(Exercise details)
Wherever the listing has a line with the string "dict", copy that line out.

(Information supplied)
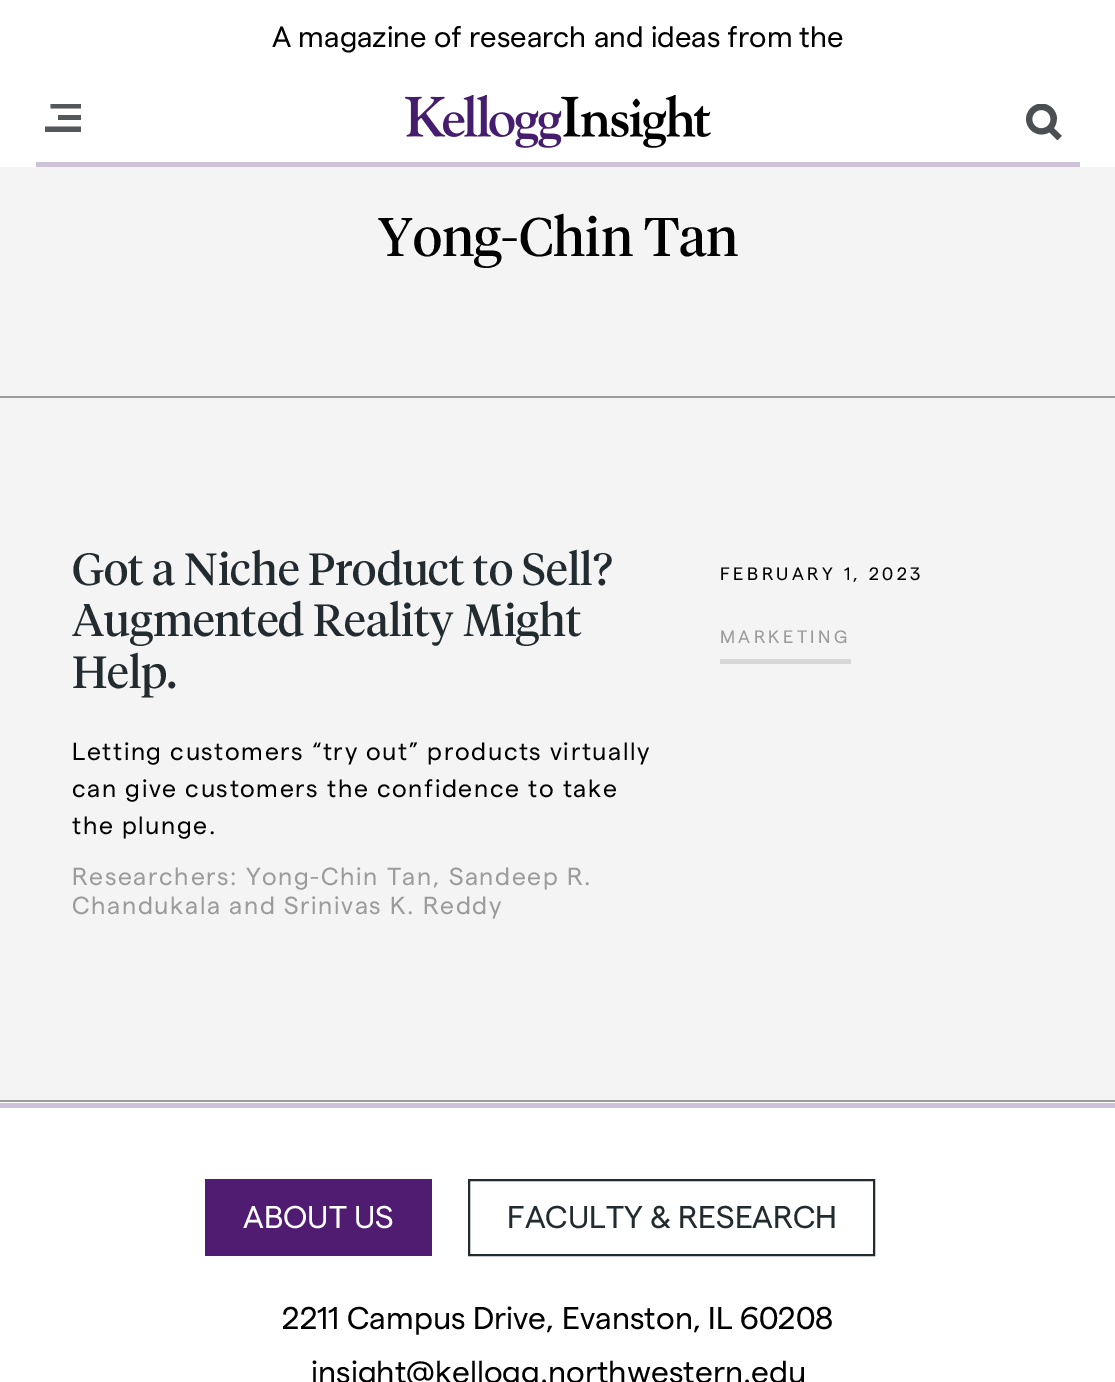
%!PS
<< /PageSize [1115 1382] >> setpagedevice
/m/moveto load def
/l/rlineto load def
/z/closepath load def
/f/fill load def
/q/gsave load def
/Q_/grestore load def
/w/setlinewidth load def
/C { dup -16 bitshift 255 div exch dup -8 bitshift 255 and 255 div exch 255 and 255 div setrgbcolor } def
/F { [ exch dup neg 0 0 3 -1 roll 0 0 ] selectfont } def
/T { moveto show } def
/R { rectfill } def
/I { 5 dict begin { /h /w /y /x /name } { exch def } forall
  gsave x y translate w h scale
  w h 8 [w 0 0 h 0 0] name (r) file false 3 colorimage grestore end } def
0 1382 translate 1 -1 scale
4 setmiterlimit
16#FFFFFF C
0 0 1115 1382 R
/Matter-Regular 29.25 F
16#000000 C
(A magazine of research and ideas from the) 272 47 T
16#F4F4F4 C
0 167 1115 229 R
16#9B9B9B C
0 396 1115 2 R
/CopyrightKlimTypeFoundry-Regular 54 F
16#000000 C
(Yong-Chin Tan) 378 256 T
16#F4F4F4 C
0 398 1115 702 R
16#9B9B9B C
0 1100 1115 2 R
/CopyrightKlimTypeFoundry-Regular 45 F
16#222B2F C
(Got a Niche Product to Sell?) 72 585 T
(Augmented Reality Might) 72 636 T
(Help.) 72 688 T
/Matter-Regular 24.75 F
16#000000 C
72 760 m 1.6 0 (Letting customers “try out” products virtually) ashow
72 797 m 1.6 0 (can give customers the confidence to take) ashow
72 834 m 1.6 0 (the plunge.) ashow
16#9B9B9B C
72 885 m 1.6 0 (Researchers: Yong-Chin Tan, Sandeep R.) ashow
72 914 m 1.6 0 (Chandukala and Srinivas K. Reddy) ashow
/Matter-Regular 18 F
16#000000 C
720 580 m 3.4 0 (FEBRUARY 1, 2023) ashow
16#D8D8D8 C
720 659 131 5 R
16#9B9B9B C
720 643 m 3.4 0 (MARKETING) ashow
16#CDC2D8 C
36 162 1044 5 R
q
45 104 36 29 rectclip
16#55585A C
45 132 m 36 0 l 0 -5.5 l -36 0 l z 58 120 m 23 0 l 0 -5 l -23 0 l z 50.5 108.5 m 30.5 0 l 0 -5 l -30.5 0 l z f
Q_
(1.rgb) 405 95 306 53 I
(2.rgb) 1026 104 36 36 I
0 1103 1115 5 R
16#501C72 C
205 1179 227 77 R
/Matter-Regular 31.5 F
16#FFFFFF C
(ABOUT US) 243 1228 T
16#222B2F C
2 w
469 1180 405 75 rectstroke
(FACULTY & RESEARCH) 507 1228 T
16#000000 C
(2211 Campus Drive, Evanston, IL 60208) 282 1329 T
(insight@kellogg.northwestern.edu) 311 1383 T
showpage
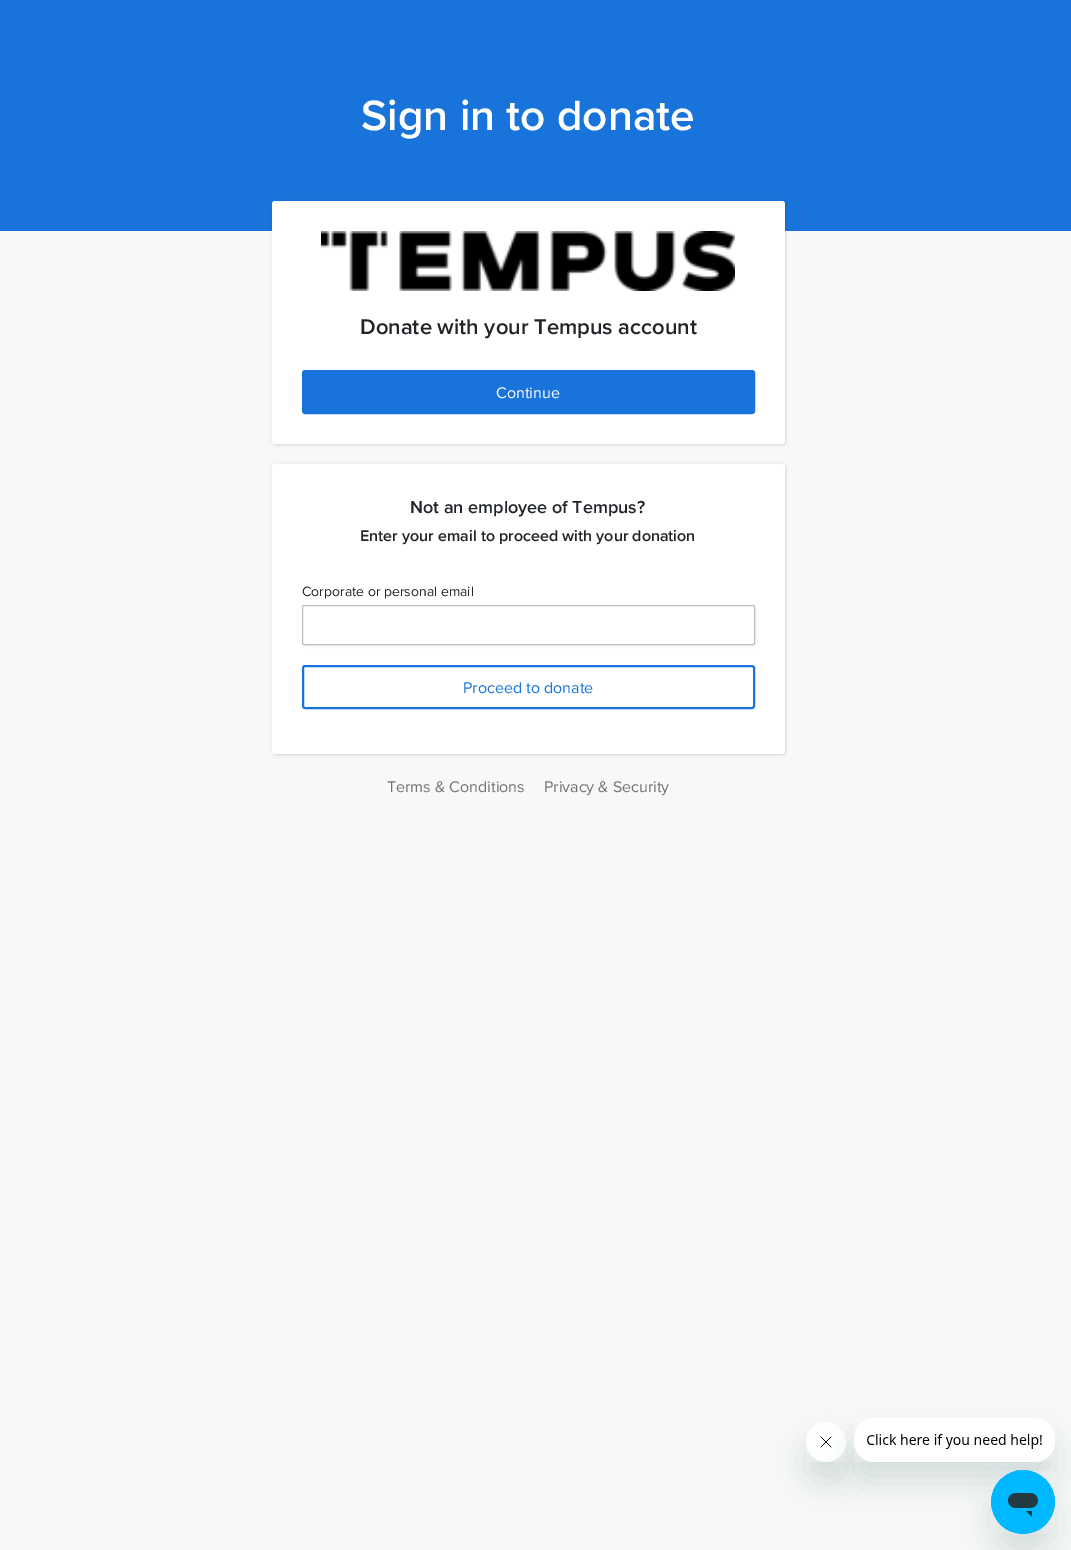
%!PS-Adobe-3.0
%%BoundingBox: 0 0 1071 1550
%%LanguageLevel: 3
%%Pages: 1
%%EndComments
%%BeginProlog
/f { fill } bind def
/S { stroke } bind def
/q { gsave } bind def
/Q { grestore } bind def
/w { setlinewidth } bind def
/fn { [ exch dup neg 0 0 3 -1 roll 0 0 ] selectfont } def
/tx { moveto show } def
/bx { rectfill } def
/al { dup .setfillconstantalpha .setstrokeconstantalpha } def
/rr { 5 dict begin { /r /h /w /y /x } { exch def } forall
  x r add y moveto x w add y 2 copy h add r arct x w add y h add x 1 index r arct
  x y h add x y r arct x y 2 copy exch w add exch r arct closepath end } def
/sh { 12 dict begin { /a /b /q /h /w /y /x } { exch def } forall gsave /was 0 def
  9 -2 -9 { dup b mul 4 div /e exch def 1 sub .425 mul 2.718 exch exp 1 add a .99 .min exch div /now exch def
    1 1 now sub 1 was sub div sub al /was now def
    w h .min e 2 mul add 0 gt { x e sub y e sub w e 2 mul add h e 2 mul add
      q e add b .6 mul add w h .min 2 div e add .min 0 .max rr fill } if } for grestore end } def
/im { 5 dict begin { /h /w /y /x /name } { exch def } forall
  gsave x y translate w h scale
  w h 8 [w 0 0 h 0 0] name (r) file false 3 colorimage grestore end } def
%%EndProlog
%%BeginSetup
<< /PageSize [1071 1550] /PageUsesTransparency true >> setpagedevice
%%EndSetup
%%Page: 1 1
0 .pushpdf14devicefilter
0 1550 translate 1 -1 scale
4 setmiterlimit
0.973 setgray
0 0 1071 1550 bx
0.094 0.451 0.859 setrgbcolor
0 0 1071 231 bx
/ProximaNova-SemiBold 44 fn
1 setgray
(Sign in to donate) 361 130 tx
0 setgray
272 201 513 243 3 3 0.05 sh
273 202 513 243 3 1 0.1 sh
1 setgray
272 201 513 243 3 rr f
(image0.raw) 321 231 414 60 im
/ProximaNova-SemiBold 22 fn
0.129 0.145 0.161 setrgbcolor
(Donate with your Tempus account) 360 334 tx
0.094 0.451 0.859 setrgbcolor
303 371 451 42 2 rr q f Q
2 w
S
/ProximaNova-Regular 16 fn
1 setgray
(Continue) 496 398 tx
0 setgray
272 464 513 290 3 3 0.05 sh
273 465 513 290 3 1 0.1 sh
1 setgray
272 464 513 290 3 rr f
/ProximaNova-SemiBold 18 fn
0.129 0.145 0.161 setrgbcolor
(Not an employee of Tempus?) 410 513 tx
/ProximaNova-SemiBold 16 fn
(Enter your email to proceed with your donation) 360 541 tx
/ProximaNova-Regular 14 fn
(Corporate or personal email) 302 596 tx
0 setgray
303 606 453 40 2 1.5 0.06 sh
1 setgray
302.5 605.5 452 39 1.5 rr q f Q
0.737 0.745 0.749 setrgbcolor
1 w
S
0.094 0.451 0.859 setrgbcolor
2 w
303 666 451 42 2 rr S
/ProximaNova-Regular 16 fn
(Proceed to donate) 463 693 tx
0.447 setgray
(Terms & Conditions) 387 792 tx
(Privacy & Security) 544 792 tx
0.09 0.286 0.302 setrgbcolor
806 1442 40 40 20 15 0.15 sh
(image2.raw) 806 1422 40 40 im
854 1438 201 44 20 15 0.15 sh
(image1.raw) 854 1418 201 44 im
991 1490 64 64 32 15 0.15 sh
(image3.raw) 991 1470 64 64 im
.poppdf14devicefilter showpage
%%EOF
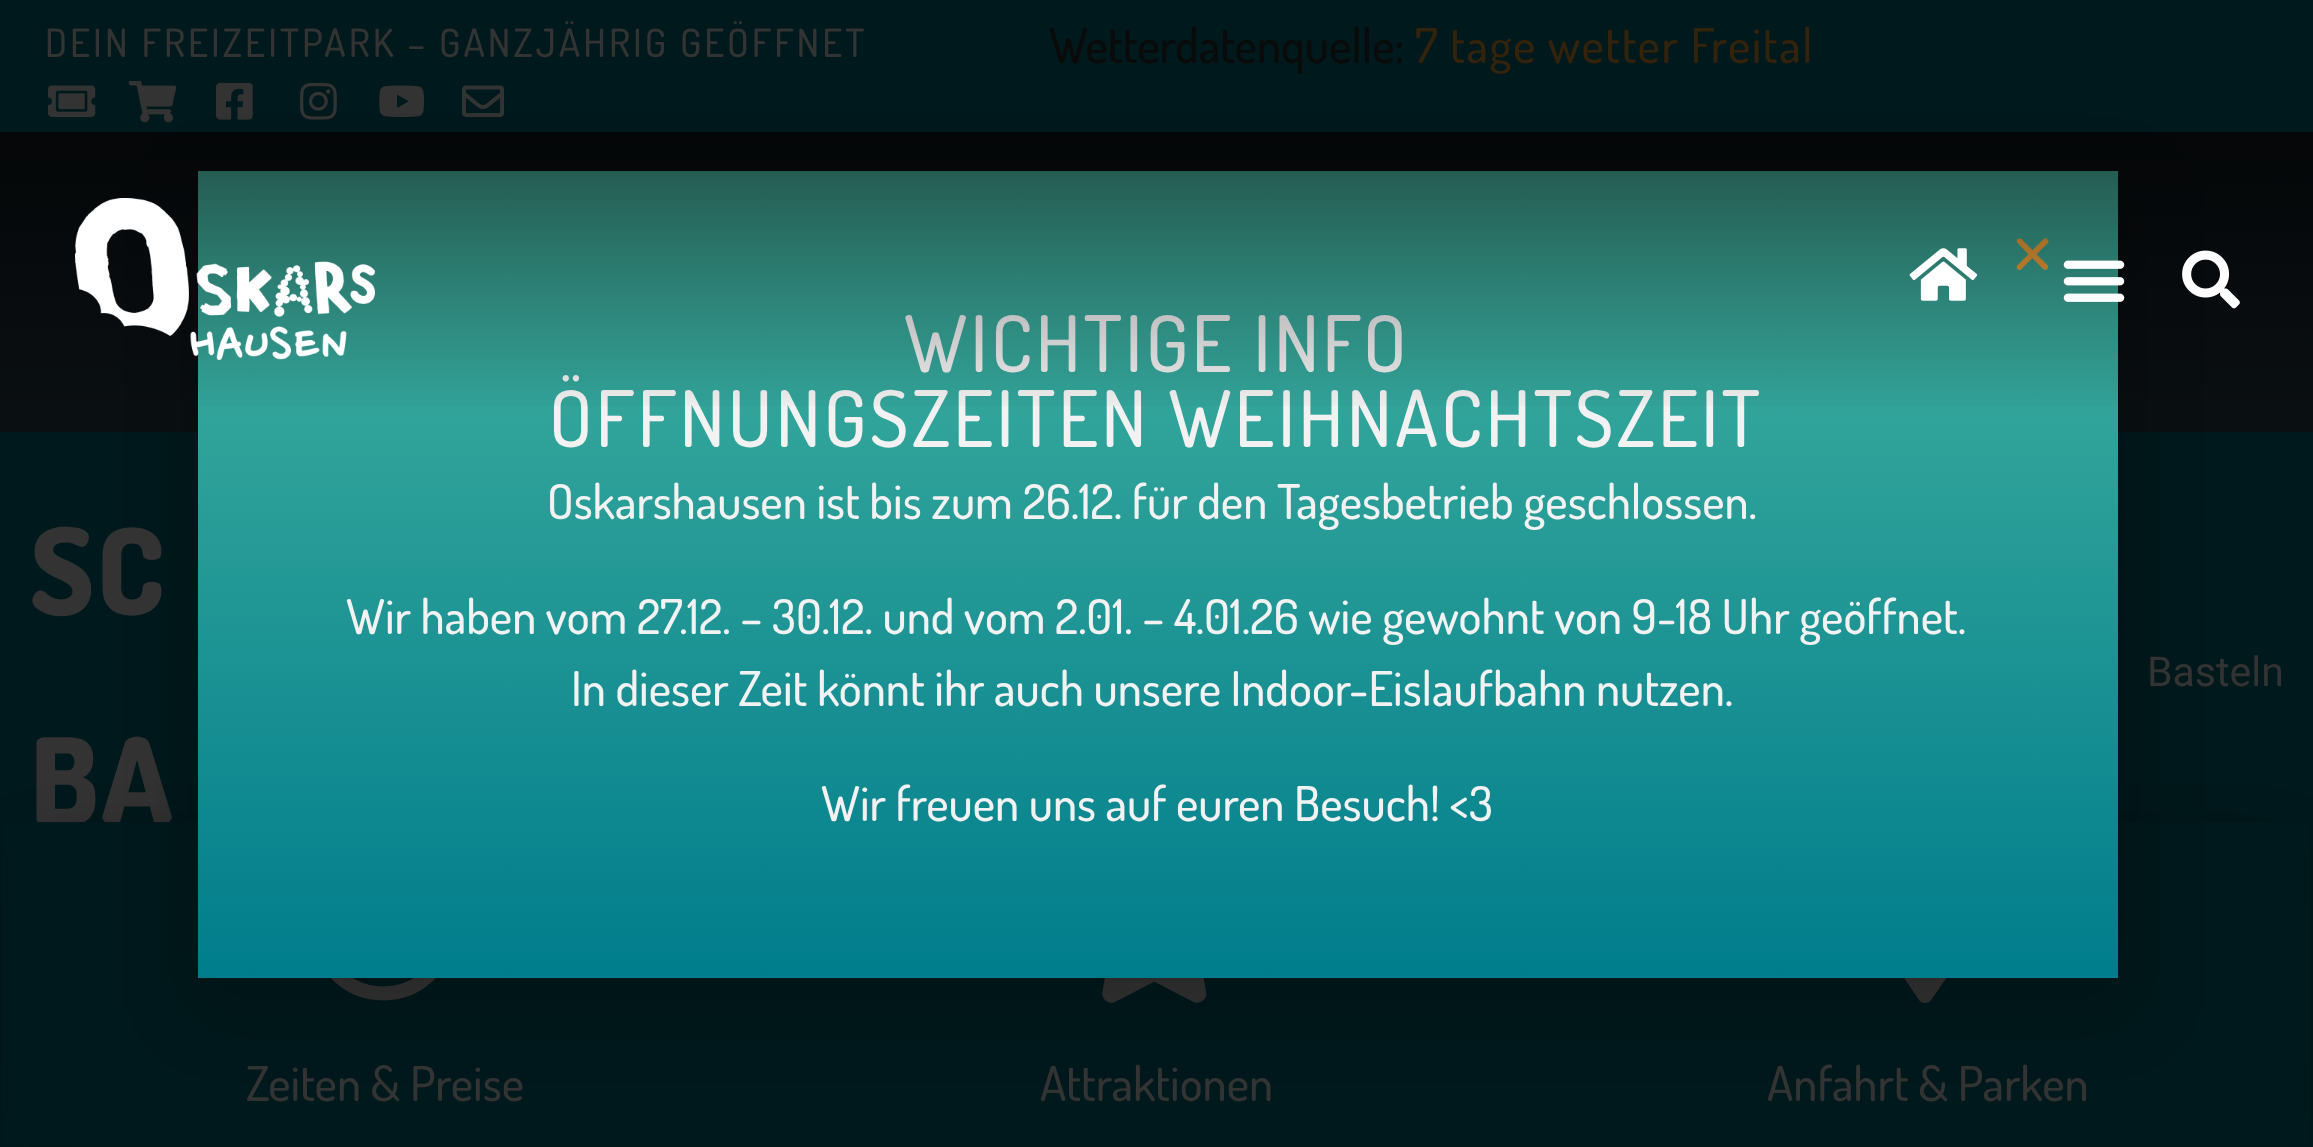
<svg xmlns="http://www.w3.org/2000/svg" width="2313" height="1147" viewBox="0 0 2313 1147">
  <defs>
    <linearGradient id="g1" gradientUnits="userSpaceOnUse" x1="1158" y1="171" x2="1158" y2="978"><stop offset="0" stop-color="rgb(70,180,160)"/><stop offset="1" stop-color="rgb(0,125,140)"/></linearGradient>
    <linearGradient id="g2" gradientUnits="userSpaceOnUse" x1="1157" y1="132" x2="1157" y2="417"><stop offset="0.01" stop-color="rgb(0,0,0)" stop-opacity="0.56"/><stop offset="1" stop-color="rgb(0,0,0)" stop-opacity="0"/></linearGradient>
  </defs>
  <rect width="100%" height="100%" fill="rgb(0,25,28)"/>
  <text x="45" y="57" font-family="Dosis" font-size="39" font-weight="500" letter-spacing="3" fill="rgb(51,51,51)">DEIN FREIZEITPARK – GANZJÄHRIG GEÖFFNET</text>
  <text x="1049" y="63" font-family="Dosis" font-size="48" font-weight="500" fill="rgb(10,10,10)">Wetterdatenquelle:</text>
  <text x="1415" y="63" font-family="Dosis" font-size="48" font-weight="500" letter-spacing="1.5" fill="rgb(51,34,12)">7 tage wetter Freital</text>
  <image x="48" y="85" width="48" height="32" href="pic1.png"/>
  <image x="129" y="81" width="48" height="42" href="pic2.png"/>
  <image x="216" y="82" width="37" height="38" href="pic3.png"/>
  <image x="300" y="82" width="37" height="38" href="pic4.png"/>
  <image x="379" y="85" width="45" height="32" href="pic5.png"/>
  <image x="462" y="85" width="42" height="32" href="pic6.png"/>
  <rect x="0" y="132" width="2313" height="300" fill="rgb(10,15,18)"/>
  <text x="30" y="825" font-family="Dosis" font-size="120" font-weight="800" letter-spacing="3" fill="rgb(51,51,51)">BA</text>
  <rect x="30" y="852" width="2253" height="267" fill="rgba(0,0,0,0.5)" filter="blur(30px)"/>
  <rect x="3" y="822" width="2307" height="324" fill="rgb(0,25,28)"/>
  <image x="330" y="978" width="106" height="23" href="pic12.png"/>
  <image x="1102" y="978" width="105" height="25" href="pic13.png"/>
  <path d="M1919 1000L1896 966C1886 952 1873 936 1870 920C1868 913 1869 905 1870 898C1872 887 1878 877 1885 869C1911 844 1952 848 1972 878C1977 885 1980 894 1981 903C1982 908 1982 914 1981 920C1979 930 1973 939 1967 947L1947 977C1944 981 1932 1000 1929 1002C1925 1004 1921 1003 1919 1000ZM1909 926C1930 947 1964 914 1942 892C1920 871 1887 904 1909 926Z" fill="rgb(51,51,51)"/>
  <rect x="195" y="186" width="1938" height="825" fill="rgba(0,0,0,0.2)" filter="blur(34.5px)"/>
  <rect x="198" y="171" width="1920" height="807" fill="url(#g1)"/>
  <image x="2016" y="238" width="33" height="32" href="pic11.png"/>
  <g font-family="Dosis" font-size="78" font-weight="500" letter-spacing="3" fill="rgb(242,242,242)">
    <text x="904" y="372">WICHTIGE INFO</text>
    <text x="549" y="447">ÖFFNUNGSZEITEN WEIHNACHTSZEIT</text>
  </g>
  <rect x="0" y="132" width="2313" height="274" fill="url(#g2)"/>
  <image x="75" y="198" width="300" height="162" href="pic7.png"/>
  <image x="1909" y="248" width="69" height="53" href="pic8.png"/>
  <image x="2063" y="260" width="62" height="42" href="pic9.png"/>
  <image x="2182" y="250" width="58" height="59" href="pic10.png"/>
  <g font-family="Dosis" font-size="48" font-weight="500" fill="rgb(242,242,242)">
    <text x="547" y="519">Oskarshausen ist bis zum 26.12. für den Tagesbetrieb geschlossen.</text>
    <text x="346" y="634">Wir haben vom 27.12. – 30.12. und vom 2.01. – 4.01.26 wie gewohnt von 9-18 Uhr geöffnet.</text>
    <text x="571" y="706">In dieser Zeit könnt ihr auch unsere Indoor-Eislaufbahn nutzen.</text>
    <text x="821" y="821">Wir freuen uns auf euren Besuch! &lt;3</text>
  </g>
  <text x="30" y="615" font-family="Dosis" font-size="120" font-weight="800" letter-spacing="3" fill="rgb(51,51,51)">SC</text>
  <text x="2147" y="686" font-family="Roboto" font-size="41" fill="rgb(51,51,51)">Basteln</text>
  <g font-family="Dosis" font-size="48" font-weight="500" fill="rgb(51,51,51)">
    <text x="246" y="1101">Zeiten &amp; Preise</text>
    <text x="1040" y="1101">Attraktionen</text>
    <text x="1767" y="1101">Anfahrt &amp; Parken</text>
  </g>
</svg>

(Output for this exercise)
/I { 5 dict begin { /h /w /y /x /name } { exch def } forall
/rr { 5 dict begin { /r /h /w /y /x } { exch def } forall
/sh { 12 dict begin { /a /b /q /h /w /y /x } { exch def } forall gsave /was 0 def
/im { 5 dict begin { /h /w /y /x /name } { exch def } forall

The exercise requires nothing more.